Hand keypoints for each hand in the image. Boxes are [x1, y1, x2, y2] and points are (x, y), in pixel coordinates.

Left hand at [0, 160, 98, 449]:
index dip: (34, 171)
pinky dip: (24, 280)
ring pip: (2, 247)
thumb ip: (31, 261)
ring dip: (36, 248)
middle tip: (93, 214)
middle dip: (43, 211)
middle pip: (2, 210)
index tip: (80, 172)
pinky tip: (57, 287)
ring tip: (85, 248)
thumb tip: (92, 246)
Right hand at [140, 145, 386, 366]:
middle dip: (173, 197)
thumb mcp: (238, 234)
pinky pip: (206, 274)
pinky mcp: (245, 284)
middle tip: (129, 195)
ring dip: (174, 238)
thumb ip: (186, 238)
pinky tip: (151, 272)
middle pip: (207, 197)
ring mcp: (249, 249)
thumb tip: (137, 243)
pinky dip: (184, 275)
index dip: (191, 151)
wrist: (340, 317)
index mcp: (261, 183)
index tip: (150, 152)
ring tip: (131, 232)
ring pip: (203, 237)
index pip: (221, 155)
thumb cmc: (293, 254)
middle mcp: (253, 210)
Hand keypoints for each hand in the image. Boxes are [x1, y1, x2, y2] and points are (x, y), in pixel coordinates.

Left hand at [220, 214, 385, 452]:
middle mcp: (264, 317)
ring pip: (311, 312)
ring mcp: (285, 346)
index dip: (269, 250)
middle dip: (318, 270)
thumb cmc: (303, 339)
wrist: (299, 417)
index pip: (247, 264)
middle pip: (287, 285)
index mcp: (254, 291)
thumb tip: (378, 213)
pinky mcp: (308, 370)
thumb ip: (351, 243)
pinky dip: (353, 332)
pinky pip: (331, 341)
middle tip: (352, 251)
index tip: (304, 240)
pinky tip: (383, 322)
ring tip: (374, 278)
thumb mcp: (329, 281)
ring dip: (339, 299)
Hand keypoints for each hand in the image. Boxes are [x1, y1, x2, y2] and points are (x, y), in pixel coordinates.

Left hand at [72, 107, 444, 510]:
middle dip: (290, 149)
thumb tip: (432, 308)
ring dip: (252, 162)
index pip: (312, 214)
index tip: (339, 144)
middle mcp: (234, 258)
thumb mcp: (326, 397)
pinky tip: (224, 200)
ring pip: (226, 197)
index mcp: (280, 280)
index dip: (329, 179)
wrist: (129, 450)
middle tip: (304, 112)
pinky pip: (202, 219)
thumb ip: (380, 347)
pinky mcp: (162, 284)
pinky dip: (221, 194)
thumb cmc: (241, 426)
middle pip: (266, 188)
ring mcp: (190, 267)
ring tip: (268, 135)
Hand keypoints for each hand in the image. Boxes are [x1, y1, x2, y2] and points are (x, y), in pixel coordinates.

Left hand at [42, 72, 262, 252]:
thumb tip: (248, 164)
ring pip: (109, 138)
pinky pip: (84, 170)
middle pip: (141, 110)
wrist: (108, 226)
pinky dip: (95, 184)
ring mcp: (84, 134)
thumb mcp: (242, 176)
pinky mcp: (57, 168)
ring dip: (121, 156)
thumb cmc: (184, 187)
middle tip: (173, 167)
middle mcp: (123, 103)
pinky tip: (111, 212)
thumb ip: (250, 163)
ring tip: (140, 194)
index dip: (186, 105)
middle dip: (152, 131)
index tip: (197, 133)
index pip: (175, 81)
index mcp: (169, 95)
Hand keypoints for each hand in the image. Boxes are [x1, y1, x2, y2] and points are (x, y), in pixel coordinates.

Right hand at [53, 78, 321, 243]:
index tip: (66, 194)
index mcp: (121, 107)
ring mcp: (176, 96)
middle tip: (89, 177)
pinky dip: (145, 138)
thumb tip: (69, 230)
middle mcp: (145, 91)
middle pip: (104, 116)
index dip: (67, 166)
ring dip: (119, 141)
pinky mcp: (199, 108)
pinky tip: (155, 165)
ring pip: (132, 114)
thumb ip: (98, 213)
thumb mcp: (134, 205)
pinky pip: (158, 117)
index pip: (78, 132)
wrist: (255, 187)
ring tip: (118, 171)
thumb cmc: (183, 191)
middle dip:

────────────────────

_Your instructions:_ This calls for all of the entries above, repeated exactly.

_Completed exercise:_
Hand keypoints for each hand in the image. Boxes are [x1, y1, x2, y2] and points are (x, y), in pixel coordinates.

Left hand at [0, 160, 98, 449]:
index dip: (34, 171)
pinky dip: (24, 280)
ring pip: (2, 247)
thumb ip: (31, 261)
ring dip: (36, 248)
middle tip: (93, 214)
middle dip: (43, 211)
middle pip: (2, 210)
index tip: (80, 172)
pinky tip: (57, 287)
ring tip: (85, 248)
thumb tip: (92, 246)
Right hand at [140, 145, 386, 366]:
middle dip: (173, 197)
thumb mcp: (238, 234)
pinky pip: (206, 274)
pinky mcp: (245, 284)
middle tip: (129, 195)
ring dip: (174, 238)
thumb ip: (186, 238)
pinky tip: (151, 272)
middle pip: (207, 197)
ring mcp: (249, 249)
thumb tip: (137, 243)
pinky dip: (184, 275)
index dip: (191, 151)
wrist: (340, 317)
index mcp: (261, 183)
index tip: (150, 152)
ring tip: (131, 232)
ring pip: (203, 237)
index pip: (221, 155)
thumb cmc: (293, 254)
middle mcp: (253, 210)
Hand keypoints for each hand in the image. Boxes are [x1, y1, x2, y2] and points are (x, y), in pixel coordinates.

Left hand at [220, 214, 385, 452]:
middle mcp: (264, 317)
ring pip: (311, 312)
ring mcp: (285, 346)
index dip: (269, 250)
middle dip: (318, 270)
thumb cmc: (303, 339)
wrist: (299, 417)
index pip: (247, 264)
middle pip: (287, 285)
index mcp: (254, 291)
thumb tip: (378, 213)
pinky mcp: (308, 370)
thumb ip: (351, 243)
pinky dip: (353, 332)
pinky pip: (331, 341)
middle tip: (352, 251)
index tip: (304, 240)
pinky tip: (383, 322)
ring tip: (374, 278)
thumb mcp: (329, 281)
ring dip: (339, 299)
Hand keypoints for each hand in the image. Boxes are [x1, y1, x2, y2] and points are (x, y), in pixel coordinates.

Left hand at [72, 107, 444, 510]:
middle dip: (290, 149)
thumb tip: (432, 308)
ring dip: (252, 162)
index pip: (312, 214)
index tip: (339, 144)
middle mcp: (234, 258)
thumb mcp: (326, 397)
pinky tip: (224, 200)
ring pip: (226, 197)
index mcp: (280, 280)
index dip: (329, 179)
wrist: (129, 450)
middle tip: (304, 112)
pinky pip: (202, 219)
thumb ip: (380, 347)
pinky mcp: (162, 284)
pinky dip: (221, 194)
thumb cmc: (241, 426)
middle pip: (266, 188)
ring mcp: (190, 267)
ring tip: (268, 135)
Hand keypoints for each hand in the image. Boxes are [x1, y1, x2, y2] and points are (x, y), in pixel coordinates.

Left hand at [42, 72, 262, 252]:
thumb tip: (248, 164)
ring pip: (109, 138)
pinky pip: (84, 170)
middle pip: (141, 110)
wrist: (108, 226)
pinky dip: (95, 184)
ring mcp: (84, 134)
thumb mcp: (242, 176)
pinky mcp: (57, 168)
ring dip: (121, 156)
thumb cmc: (184, 187)
middle tip: (173, 167)
middle mcp: (123, 103)
pinky tip: (111, 212)
thumb ip: (250, 163)
ring tip: (140, 194)
index dip: (186, 105)
middle dip: (152, 131)
index tip: (197, 133)
index pip: (175, 81)
index mcp: (169, 95)
Hand keypoints for each hand in the image. Boxes are [x1, y1, x2, y2] and points are (x, y), in pixel coordinates.

Right hand at [53, 78, 321, 243]:
index tip: (66, 194)
index mcp: (121, 107)
ring mcp: (176, 96)
middle tip: (89, 177)
pinky dip: (145, 138)
thumb tip: (69, 230)
middle mcp: (145, 91)
middle pip: (104, 116)
index dip: (67, 166)
ring dip: (119, 141)
pinky mcp: (199, 108)
pinky tip: (155, 165)
ring pip: (132, 114)
thumb ip: (98, 213)
thumb mcp: (134, 205)
pinky pip: (158, 117)
index pip: (78, 132)
wrist: (255, 187)
ring tip: (118, 171)
thumb cmc: (183, 191)
middle dip:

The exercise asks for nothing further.